EXERCISE PROMPT >> Would you work out how many lines below include the word "bridge"? Only that number is wanted.
==== PROVIDED MATERIAL ====
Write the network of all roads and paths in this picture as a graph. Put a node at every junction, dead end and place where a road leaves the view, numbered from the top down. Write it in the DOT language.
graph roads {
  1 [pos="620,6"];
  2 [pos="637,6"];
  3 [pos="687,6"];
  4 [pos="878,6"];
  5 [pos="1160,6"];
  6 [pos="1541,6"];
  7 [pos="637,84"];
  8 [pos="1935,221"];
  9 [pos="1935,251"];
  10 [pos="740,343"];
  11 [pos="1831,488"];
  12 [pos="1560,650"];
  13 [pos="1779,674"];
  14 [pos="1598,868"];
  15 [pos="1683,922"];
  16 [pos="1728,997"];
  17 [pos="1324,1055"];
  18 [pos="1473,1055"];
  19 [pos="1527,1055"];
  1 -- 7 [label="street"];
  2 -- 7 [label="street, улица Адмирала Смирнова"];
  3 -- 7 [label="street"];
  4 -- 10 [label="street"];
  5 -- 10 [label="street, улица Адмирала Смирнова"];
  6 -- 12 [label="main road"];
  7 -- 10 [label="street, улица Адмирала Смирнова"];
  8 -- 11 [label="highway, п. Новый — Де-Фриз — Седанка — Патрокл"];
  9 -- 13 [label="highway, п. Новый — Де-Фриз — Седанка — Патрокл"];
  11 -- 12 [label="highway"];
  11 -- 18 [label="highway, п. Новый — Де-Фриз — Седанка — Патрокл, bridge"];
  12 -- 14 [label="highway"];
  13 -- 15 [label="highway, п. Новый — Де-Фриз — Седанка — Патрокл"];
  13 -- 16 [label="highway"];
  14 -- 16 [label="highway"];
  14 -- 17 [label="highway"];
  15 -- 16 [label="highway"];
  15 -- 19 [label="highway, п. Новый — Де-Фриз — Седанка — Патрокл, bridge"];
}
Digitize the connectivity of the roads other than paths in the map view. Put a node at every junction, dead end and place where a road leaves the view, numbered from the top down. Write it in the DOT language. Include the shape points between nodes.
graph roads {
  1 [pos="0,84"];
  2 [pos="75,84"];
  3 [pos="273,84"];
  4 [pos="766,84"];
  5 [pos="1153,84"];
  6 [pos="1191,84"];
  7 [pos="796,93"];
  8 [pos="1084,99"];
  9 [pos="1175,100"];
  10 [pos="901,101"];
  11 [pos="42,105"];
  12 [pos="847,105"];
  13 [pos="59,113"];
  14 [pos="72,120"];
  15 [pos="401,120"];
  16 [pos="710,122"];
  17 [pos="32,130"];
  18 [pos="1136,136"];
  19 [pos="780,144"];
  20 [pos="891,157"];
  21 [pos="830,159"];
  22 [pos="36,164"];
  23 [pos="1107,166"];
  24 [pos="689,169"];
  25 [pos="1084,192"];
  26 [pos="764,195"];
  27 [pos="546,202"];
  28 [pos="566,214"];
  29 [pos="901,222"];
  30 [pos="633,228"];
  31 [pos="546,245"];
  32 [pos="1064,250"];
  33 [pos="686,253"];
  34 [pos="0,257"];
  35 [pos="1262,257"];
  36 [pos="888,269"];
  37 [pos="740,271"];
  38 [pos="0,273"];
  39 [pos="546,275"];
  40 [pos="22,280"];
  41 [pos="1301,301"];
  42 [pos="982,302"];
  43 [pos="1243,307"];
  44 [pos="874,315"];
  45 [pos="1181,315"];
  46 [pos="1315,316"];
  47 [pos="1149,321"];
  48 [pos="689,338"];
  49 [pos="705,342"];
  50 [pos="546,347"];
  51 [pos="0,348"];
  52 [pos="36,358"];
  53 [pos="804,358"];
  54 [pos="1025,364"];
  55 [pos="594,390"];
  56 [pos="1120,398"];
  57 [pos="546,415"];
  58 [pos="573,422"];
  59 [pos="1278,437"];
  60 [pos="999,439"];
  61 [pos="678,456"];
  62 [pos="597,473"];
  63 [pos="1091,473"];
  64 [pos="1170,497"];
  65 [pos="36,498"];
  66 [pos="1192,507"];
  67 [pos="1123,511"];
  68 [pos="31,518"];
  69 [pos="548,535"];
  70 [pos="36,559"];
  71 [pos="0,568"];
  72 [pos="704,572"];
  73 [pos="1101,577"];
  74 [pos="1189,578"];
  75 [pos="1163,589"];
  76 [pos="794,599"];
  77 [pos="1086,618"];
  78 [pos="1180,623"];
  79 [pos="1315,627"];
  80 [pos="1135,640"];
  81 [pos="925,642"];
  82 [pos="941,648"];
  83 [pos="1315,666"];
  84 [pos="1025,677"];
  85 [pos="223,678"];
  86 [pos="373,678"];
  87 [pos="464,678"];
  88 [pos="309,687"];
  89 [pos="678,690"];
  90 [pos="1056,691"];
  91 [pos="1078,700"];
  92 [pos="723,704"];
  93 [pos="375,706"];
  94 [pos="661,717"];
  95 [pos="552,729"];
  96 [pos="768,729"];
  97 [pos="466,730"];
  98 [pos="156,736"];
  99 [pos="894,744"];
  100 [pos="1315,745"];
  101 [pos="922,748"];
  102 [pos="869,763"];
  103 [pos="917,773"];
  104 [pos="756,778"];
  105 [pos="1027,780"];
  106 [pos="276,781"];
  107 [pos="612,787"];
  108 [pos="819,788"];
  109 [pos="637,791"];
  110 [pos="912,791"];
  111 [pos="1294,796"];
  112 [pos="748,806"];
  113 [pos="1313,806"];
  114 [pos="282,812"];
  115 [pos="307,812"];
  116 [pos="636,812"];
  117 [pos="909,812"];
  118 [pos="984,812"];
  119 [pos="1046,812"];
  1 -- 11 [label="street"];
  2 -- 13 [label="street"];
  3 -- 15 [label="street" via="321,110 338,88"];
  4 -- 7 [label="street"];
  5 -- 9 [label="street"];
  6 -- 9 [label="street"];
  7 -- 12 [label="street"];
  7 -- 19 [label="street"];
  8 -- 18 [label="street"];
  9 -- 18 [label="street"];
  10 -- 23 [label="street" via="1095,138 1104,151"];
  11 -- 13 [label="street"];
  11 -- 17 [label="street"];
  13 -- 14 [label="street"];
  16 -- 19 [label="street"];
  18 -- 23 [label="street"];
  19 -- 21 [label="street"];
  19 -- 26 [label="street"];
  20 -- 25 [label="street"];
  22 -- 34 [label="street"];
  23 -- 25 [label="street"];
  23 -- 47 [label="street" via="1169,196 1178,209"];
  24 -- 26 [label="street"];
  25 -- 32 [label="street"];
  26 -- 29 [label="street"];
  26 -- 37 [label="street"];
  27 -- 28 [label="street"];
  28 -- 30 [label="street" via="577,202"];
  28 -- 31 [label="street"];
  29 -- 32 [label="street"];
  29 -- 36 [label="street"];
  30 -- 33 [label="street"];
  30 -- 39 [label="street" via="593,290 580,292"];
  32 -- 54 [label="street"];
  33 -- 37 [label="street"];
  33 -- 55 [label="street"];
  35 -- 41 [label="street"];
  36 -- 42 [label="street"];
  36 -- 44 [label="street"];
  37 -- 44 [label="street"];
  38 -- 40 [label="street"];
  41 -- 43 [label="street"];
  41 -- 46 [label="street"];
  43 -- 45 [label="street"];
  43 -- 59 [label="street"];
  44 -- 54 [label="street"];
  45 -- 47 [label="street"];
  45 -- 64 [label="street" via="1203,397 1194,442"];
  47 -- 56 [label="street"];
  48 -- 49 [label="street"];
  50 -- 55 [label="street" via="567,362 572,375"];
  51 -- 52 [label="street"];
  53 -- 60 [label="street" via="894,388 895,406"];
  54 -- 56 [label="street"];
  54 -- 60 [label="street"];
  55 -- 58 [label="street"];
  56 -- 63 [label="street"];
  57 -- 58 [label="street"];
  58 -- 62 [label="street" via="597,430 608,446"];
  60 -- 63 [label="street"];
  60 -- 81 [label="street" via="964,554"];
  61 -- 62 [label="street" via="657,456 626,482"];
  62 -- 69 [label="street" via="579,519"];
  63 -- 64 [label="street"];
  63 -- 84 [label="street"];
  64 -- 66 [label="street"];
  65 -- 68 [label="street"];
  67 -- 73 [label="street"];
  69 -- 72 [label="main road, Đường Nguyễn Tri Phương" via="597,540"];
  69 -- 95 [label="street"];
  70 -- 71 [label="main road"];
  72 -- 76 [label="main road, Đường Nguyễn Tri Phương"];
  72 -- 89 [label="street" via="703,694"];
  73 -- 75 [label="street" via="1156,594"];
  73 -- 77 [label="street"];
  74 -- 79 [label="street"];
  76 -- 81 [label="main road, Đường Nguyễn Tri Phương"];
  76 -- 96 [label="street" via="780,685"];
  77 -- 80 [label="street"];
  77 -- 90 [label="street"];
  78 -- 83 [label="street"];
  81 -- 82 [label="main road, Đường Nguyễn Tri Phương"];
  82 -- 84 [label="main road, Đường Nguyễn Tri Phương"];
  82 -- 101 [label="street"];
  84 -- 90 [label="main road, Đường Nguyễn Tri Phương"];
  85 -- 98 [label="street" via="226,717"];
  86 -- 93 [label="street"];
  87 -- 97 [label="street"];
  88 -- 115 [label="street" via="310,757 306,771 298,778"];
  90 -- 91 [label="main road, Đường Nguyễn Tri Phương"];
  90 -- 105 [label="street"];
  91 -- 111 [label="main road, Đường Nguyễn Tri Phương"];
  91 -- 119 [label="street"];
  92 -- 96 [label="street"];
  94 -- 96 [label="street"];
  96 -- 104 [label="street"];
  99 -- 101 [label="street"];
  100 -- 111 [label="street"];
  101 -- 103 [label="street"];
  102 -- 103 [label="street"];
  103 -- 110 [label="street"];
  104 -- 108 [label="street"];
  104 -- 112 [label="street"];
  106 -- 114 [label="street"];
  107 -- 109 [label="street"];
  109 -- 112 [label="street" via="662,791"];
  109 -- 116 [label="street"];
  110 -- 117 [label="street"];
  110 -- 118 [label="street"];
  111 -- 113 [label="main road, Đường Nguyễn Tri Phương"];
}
====
ANSWER TO THIS TASK >> 2